Dans l’affaire en cause, deux requérants avaient demandé au Conseil d’État d’annuler pour excès de pouvoir la note n° 360/24/SG du 2 avril 2024 de la secrétaire générale du Gouvernement relative au nouveau régime de responsabilité des gestionnaires publics et à la protection fonctionnelle.
Pour mémoire, l’ordonnance n° 2022-408 du 23 mars 2022 relative au régime de responsabilité financière des gestionnaires publics, entrée en vigueur le 1er janvier 2023, a instauré un régime répressif plus élargi puisque, désormais, tout agent public, agissant en qualité de gestionnaire public, même de fait, peut être poursuivi devant la chambre du contentieux (7ème) de la Cour des comptes chargée de sanctionner les éventuels manquements ou infractions des gestionnaires publics.

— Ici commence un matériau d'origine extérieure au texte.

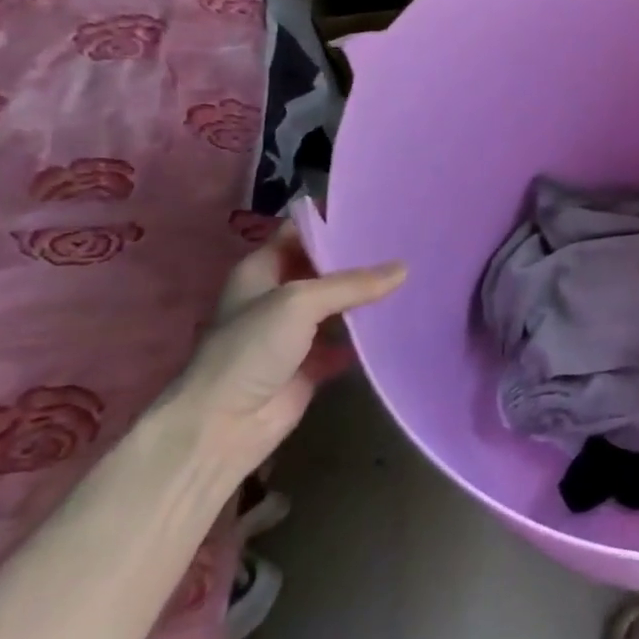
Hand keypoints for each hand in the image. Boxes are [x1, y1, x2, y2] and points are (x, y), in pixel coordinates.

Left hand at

Le champ d’application de ce nouveau régime de responsabilité correspond désormais à l’ensemble des personnes physiques (dirigeants, administrateurs ou agents) exerçant leurs fonctions dans un organisme soumis soit au contrôle de la Cour des comptes, soit au contrôle d’une Chambre régionale des comptes. S’agissant plus particulièrement des organismes publics, est aujourd’hui justiciable « tout fonctionnaire ou agent », sans distinction de grades ou de fonctions.
La question s’est rapidement posée pour les administrations de l’applicabilité ou non de la protection fonctionnelle, aujourd’hui codifiée aux articles L. 134-1 à L. 134-12 du code général de la fonction publique (CGFP), aux agents publics faisant l’objet de poursuites devant le juge financier. La question avait notamment été posée lors d’un colloque sur la RFGP organisé à l’INSP le 8 novembre 2023, l’opinion dominante se montrant alors favorable à l’octroi de la protection fonctionnelle, y compris parmi les membres de la Cour des comptes.
La réponse de la jurisprudence s’est révélée plus hésitante : si certaines juridictions se sont prononcées, en référé comme au fond, vers une reconnaissance de la protection fonctionnelle en ce domaine (TA Paris, ord., 14 mars 2024, n° 2403460 ; TA Bastia, 10 décembre 2024, n° 2200173), d’autres s’y sont opposé (TA Lille, ord., 14 novembre 2024, n° 2410562).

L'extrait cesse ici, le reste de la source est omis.